- Also known as: Erica Baxter
- Born: Erica Louise Baxter 16 August 1977 (age 49)
- Origin: Gunnedah, NSW, Australia
- Genres: Pop
- Occupations: Model singer songwriter
- Instrument: Vocals
- Years active: 2000–present

= Erica Packer =

Australian former singer and model (born 1977)

Erica Louise Baxter (formerly Packer; born 16 August 1977) is an Australian former singer, former model and former second wife of James Packer, Australia's eighth richest man.

==Early life==
Erica Baxter was born in Gunnedah, northwest New South Wales, on 10 November 1977 and attended the private girls' school Abbotsleigh.

==Music career==
In 2006, Baxter signed a multiple-album recording contract with Sony BMG Music Australia. Packer began working with ARIA Award-Winning Australian Music Producer Audius Mtawairia who produced most of the album in Sydney, New South Wales. Packer wrote eight tracks for the record. Packer released the Natasha Bedingfield penned first single "I Spy". The track was featured on the Compilation CD So Fresh: The Hits of Summer 2007. The album Through My Eyes was released on 28 April 2007 in Australia and peaked on the Australian Hitseekers Chart at No. 18.

==Personal life==

She married James Packer on 20 June 2007 after dating on and off for four years.
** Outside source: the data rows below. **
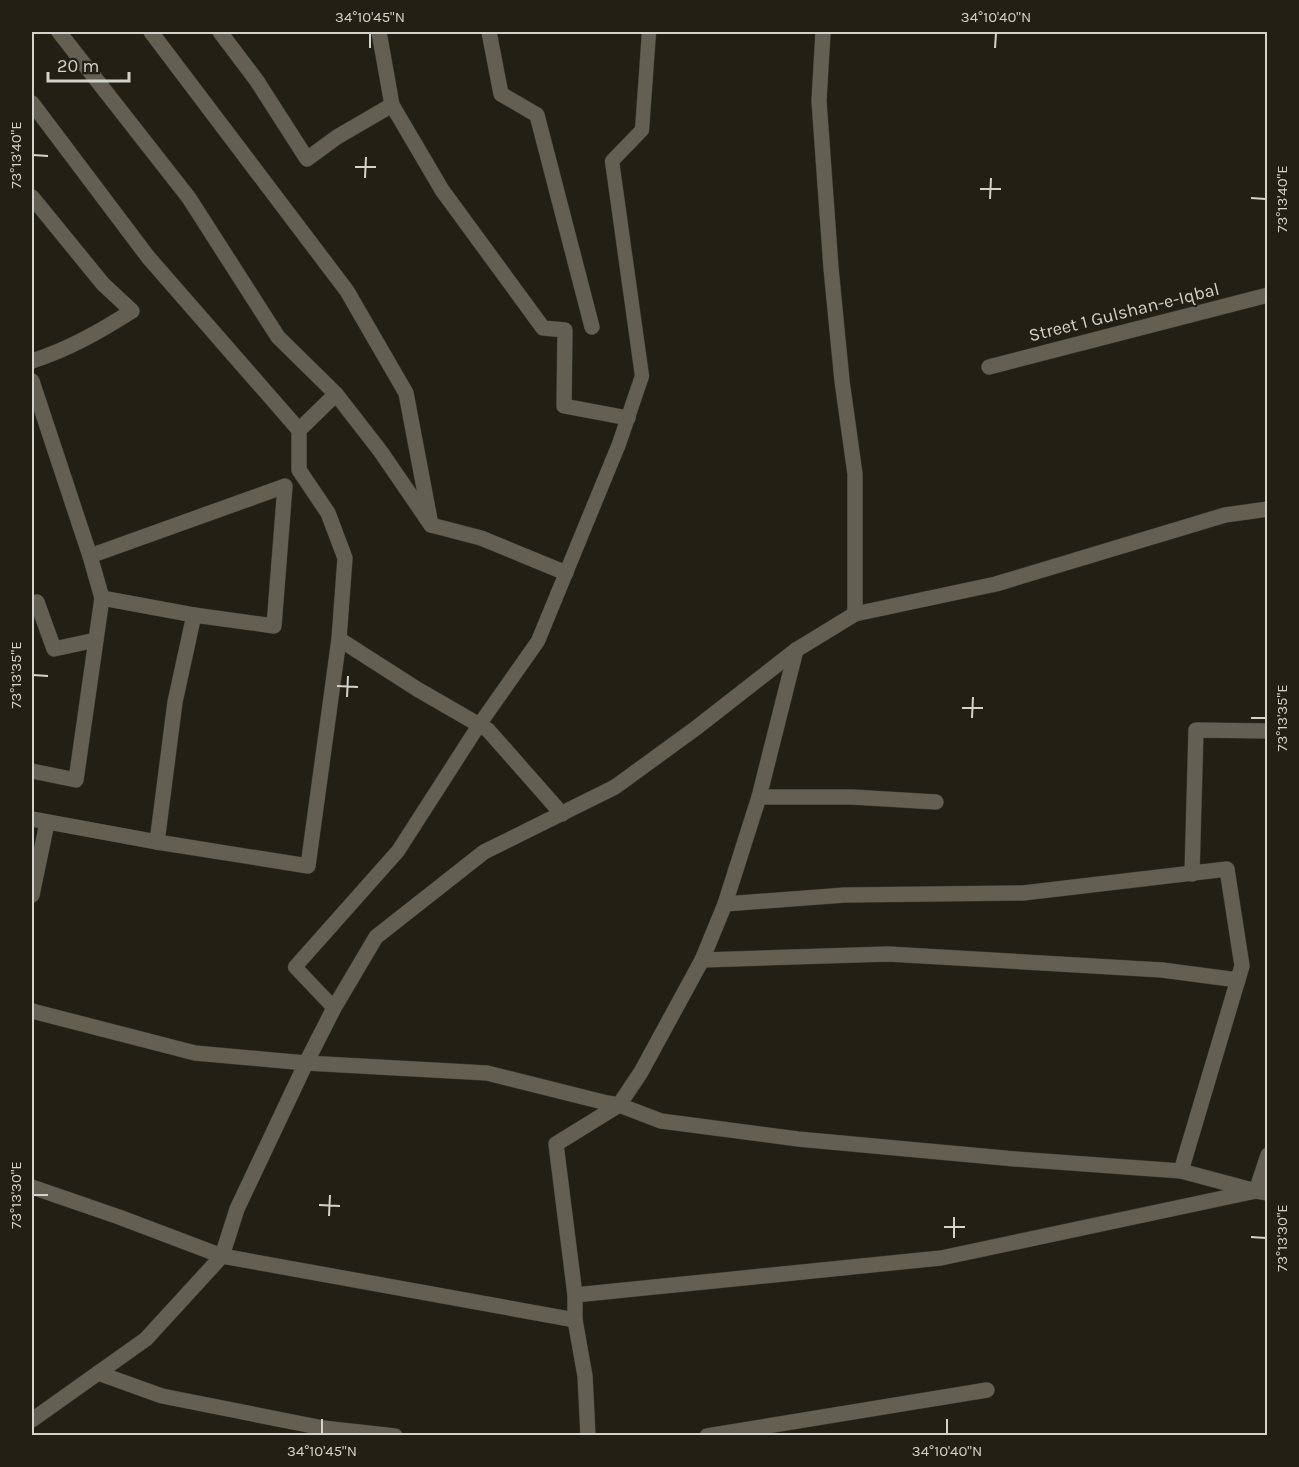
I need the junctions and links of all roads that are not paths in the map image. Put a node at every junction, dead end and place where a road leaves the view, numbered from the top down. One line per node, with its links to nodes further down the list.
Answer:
1 (59, 32): 16 (street)
2 (151, 32): 20 (street)
3 (220, 32): 9 (street)
4 (380, 32): 9 (street)
5 (489, 32): 12 (street)
6 (649, 32): 17 (lane)
7 (823, 32): 25 (street)
8 (32, 103): 18 (street)
9 (392, 105): 17 (street)
10 (32, 197): 13 (street)
11 (1268, 295): 14 (street, Street 1 Gulshan-e-Iqbal)
12 (592, 327)
13 (32, 361)
14 (989, 367)
15 (32, 381): 21 (street)
16 (336, 394): 18 (street); 20 (street)
17 (628, 417): 22 (lane)
18 (299, 430): 27 (street)
19 (1268, 509): 25 (street)
20 (432, 525): 22 (street)
21 (90, 556): 23 (street); 26 (street)
22 (566, 573): 30 (lane)
23 (102, 598): 26 (street); 28 (street)
24 (32, 604): 28 (street)
25 (855, 614): 29 (street)
26 (194, 615): 38 (street)
27 (339, 639): 30 (street); 38 (street)
28 (96, 640): 32 (street)
29 (796, 650): 33 (street); 35 (street)
30 (479, 725): 35 (street); 44 (lane)
31 (1268, 731): 39 (street)
32 (32, 771)
33 (759, 797): 34 (street); 41 (street)
34 (936, 802)
35 (562, 814): 44 (street)
36 (32, 819): 37 (street)
37 (47, 823): 38 (street); 40 (street)
38 (158, 842)
39 (1192, 873): 41 (street); 43 (street)
40 (32, 895)
41 (725, 904): 42 (street)
42 (702, 960): 43 (street); 47 (street)
43 (1238, 980): 49 (street)
44 (334, 1008): 46 (street)
45 (32, 1011): 46 (street)
46 (306, 1063): 47 (street); 52 (street)
47 (619, 1105): 49 (street); 53 (street)
48 (1268, 1155): 51 (street)
49 (1181, 1171): 51 (street)
50 (32, 1187): 52 (street)
51 (1262, 1192): 53 (street)
52 (222, 1256): 54 (street); 55 (street)
53 (575, 1295): 54 (street)
54 (575, 1320): 60 (street)
55 (98, 1373): 57 (street); 58 (street)
56 (987, 1390): 61 (street)
57 (32, 1420)
58 (321, 1432): 59 (street)
59 (395, 1436)
60 (588, 1436)
61 (706, 1436)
The wedding was at the Antibes town hall, or Hotel de Ville, on the French Riviera. Baxter and Packer have three children. In September 2013, James and Erica Packer announced their separation after six years of marriage.

Prior to her marriage to Packer, Erica was romantically involved with singer and actor Jason Donavan for two years from 1994.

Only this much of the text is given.